Saturday, November 6, 2021

Rep. Jamaal Bowman Statement on Bipartisan Infrastructure Framework Vote

 

This came in from Congressman Bowman's office.

Rep. Jamaal Bowman issued the following statement regarding his no vote on the Bipartisan Infrastructure Framework 

 

“Our country is experiencing multiple and layered crises on top of historical harm. Transformative investment and courageous action is needed to meet this moment, and we have the power to do it.  Roads and bridges are important. We must absolutely invest in our physical infrastructure. It is a positive development to see the infrastructure bill pass, but it is also not lost upon me that 90% of jobs in physical infrastructure go to men; yet, women account for four times the job loss to men during the pandemic. Families and children are in need of help with childcare, paid leave, housing, prescription drug costs and so much more. The climate crisis remains looming. The physical infrastructure bill alone does not hold the policies to address any of these issues.

 

“This is why my progressive colleagues and I were consistently clear for months that we intend to move both the Build Back Better Act and the physical infrastructure bill together and vote for them at the same time.

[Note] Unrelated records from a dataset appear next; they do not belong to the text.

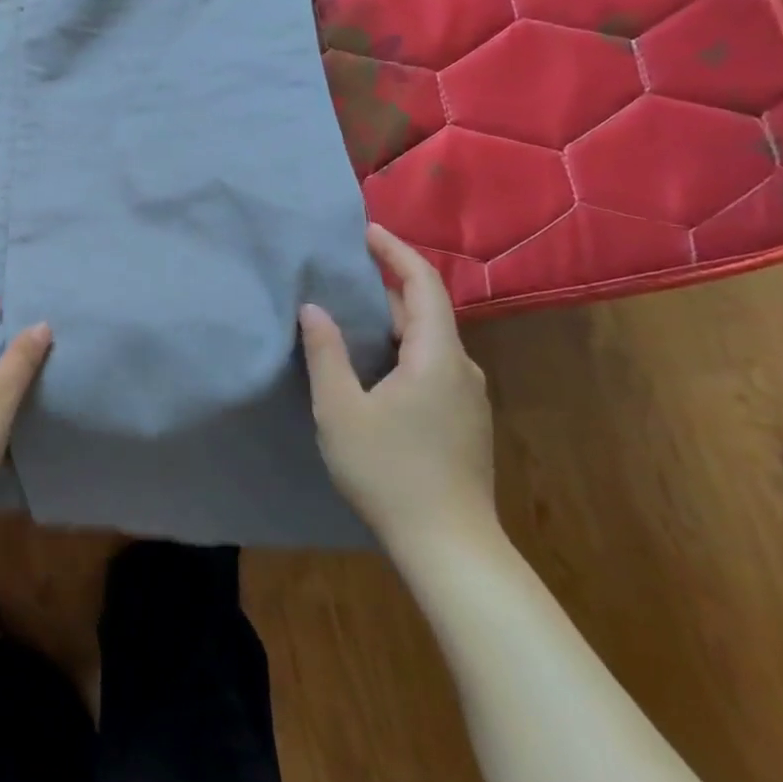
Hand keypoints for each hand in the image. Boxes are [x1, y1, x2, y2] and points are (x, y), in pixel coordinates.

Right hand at [299, 224, 495, 554]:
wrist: (451, 549)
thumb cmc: (389, 472)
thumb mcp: (340, 410)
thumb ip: (326, 353)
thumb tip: (314, 308)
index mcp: (436, 357)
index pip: (422, 285)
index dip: (395, 252)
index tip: (366, 232)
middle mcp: (461, 368)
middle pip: (427, 310)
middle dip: (388, 284)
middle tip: (344, 271)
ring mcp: (468, 397)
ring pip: (430, 340)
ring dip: (394, 319)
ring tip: (351, 314)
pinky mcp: (465, 420)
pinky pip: (433, 364)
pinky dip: (403, 347)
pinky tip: (374, 365)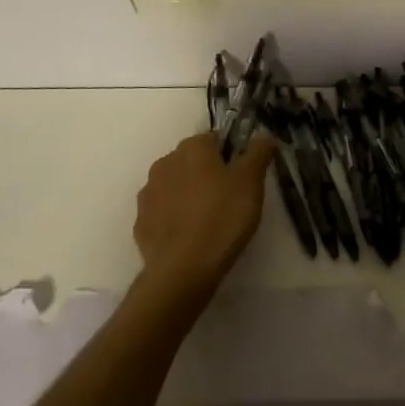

This was the agreement we understood and the promise I shared. However, my conservative colleagues moved the goalpost and asked for budget scoring despite the Joint Committee on Taxation (JCT) verifying that the Build Back Better Act is fully paid for and the White House providing their own budget estimates confirming JCT’s report. We were asked to vote only on physical infrastructure at the last hour and to delay the needs and ignore the suffering of our constituents with the weakest assurance that the original agreement would be kept. The agreement was broken. Therefore, I voted no on a physical infrastructure bill that came without the Build Back Better Act. 

 

“We can only build back better by ensuring the health and prosperity of seniors, women, children, immigrants and our planet. We need policies that bring America into the present day, with other developed countries, so that we can end our reliance on fossil fuels, provide paid leave to all, and eradicate child poverty. We can and need to meet this moment. And the country needs a government that keeps its word to women, families, children and immigrants. 

 

“I support the president's full agenda, which includes passing both the infrastructure bill and the Build Back Better Act together, and I look forward to continuing to work with the administration to see to it that we build back better for all. Our work is not done.”